This notebook was written by Marcus Burkhardt. For interacting with the Github API this notebook uses the PyGithub library (https://pypi.org/project/PyGithub/), which provides higher level functionalities for interacting with the Github API. The documentation for PyGithub can be found here: https://pygithub.readthedocs.io/

In [None]:
#@title Setup 1: Mount Google Drive for Loading and Storing Data
from google.colab import drive
drive.mount('/content/gdrive')

In [None]:
#@title Setup 2: Install and Load Required Libraries and Run Setup Procedures

try:
  from github import Github
except: 
  !pip install PyGithub
  from github import Github

import os
import json
import time
import configparser 
import pandas as pd
from datetime import datetime
from tqdm.notebook import tqdm
print('Successful installed and loaded libraries')

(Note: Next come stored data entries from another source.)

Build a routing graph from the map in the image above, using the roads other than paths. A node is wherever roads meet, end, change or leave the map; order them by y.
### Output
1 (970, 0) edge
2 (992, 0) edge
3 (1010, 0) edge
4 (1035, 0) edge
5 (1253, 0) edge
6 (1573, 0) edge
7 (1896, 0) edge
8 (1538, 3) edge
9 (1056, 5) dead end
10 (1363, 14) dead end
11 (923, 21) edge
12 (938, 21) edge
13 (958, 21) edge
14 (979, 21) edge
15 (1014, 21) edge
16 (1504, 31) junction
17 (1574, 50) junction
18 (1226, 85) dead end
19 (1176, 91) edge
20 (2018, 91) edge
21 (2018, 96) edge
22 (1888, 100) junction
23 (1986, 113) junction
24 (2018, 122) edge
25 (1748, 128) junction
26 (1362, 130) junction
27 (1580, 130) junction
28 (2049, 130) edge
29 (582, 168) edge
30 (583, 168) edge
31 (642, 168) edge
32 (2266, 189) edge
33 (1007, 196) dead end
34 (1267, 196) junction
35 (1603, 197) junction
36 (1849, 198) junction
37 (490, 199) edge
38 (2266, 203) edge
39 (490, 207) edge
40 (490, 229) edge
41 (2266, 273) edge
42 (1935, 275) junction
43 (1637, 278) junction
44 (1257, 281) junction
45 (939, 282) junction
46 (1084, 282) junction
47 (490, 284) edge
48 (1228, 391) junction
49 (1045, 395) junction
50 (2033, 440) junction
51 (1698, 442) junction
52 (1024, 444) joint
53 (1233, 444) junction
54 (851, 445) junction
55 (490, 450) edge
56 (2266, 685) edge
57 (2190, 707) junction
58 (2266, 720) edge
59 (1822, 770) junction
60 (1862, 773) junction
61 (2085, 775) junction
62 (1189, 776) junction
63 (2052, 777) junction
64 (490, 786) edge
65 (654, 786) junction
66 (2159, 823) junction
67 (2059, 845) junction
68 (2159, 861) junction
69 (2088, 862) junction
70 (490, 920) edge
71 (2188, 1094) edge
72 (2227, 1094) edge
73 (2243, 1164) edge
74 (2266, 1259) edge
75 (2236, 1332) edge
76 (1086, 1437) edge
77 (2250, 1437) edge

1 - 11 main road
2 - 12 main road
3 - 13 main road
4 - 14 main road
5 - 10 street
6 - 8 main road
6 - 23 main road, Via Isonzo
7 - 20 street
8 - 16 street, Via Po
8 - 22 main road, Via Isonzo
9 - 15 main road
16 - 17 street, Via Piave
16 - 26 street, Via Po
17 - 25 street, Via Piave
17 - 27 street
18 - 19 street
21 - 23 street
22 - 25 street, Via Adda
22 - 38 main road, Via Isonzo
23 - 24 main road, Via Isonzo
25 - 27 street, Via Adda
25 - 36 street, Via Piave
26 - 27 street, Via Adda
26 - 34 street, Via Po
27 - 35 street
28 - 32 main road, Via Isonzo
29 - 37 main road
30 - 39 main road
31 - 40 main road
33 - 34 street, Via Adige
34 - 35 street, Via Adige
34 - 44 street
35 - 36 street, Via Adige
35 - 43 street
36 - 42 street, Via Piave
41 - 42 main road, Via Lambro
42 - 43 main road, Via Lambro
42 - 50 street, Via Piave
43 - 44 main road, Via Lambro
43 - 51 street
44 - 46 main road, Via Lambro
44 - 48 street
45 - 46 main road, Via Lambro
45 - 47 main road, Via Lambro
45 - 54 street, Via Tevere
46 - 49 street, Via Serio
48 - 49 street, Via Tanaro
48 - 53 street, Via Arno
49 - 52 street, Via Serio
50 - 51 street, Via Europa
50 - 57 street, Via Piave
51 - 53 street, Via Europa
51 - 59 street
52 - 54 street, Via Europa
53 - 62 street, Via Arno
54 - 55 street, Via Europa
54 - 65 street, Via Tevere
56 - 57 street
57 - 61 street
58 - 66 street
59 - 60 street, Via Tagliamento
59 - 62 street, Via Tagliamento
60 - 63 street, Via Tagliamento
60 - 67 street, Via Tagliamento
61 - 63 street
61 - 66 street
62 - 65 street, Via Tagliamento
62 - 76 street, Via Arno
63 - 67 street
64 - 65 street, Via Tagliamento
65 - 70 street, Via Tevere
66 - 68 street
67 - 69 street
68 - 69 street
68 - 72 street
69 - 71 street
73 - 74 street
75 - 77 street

# Defining path variable for config path
config_path = os.path.join("gdrive", "MyDrive", "Colab_Data", "Configs")
if not os.path.isdir(config_path):
  os.makedirs(config_path)

# Defining path variable for data path
data_path = os.path.join("gdrive", "MyDrive", "Colab_Data", "Data", "Github")
if not os.path.isdir(data_path):
  os.makedirs(data_path)

try:
  # Reading config and setting configuration values
  config = configparser.ConfigParser()
  config.read(os.path.join(config_path, "github_config.ini"))
  api_token = str(config['Github']['api_token'])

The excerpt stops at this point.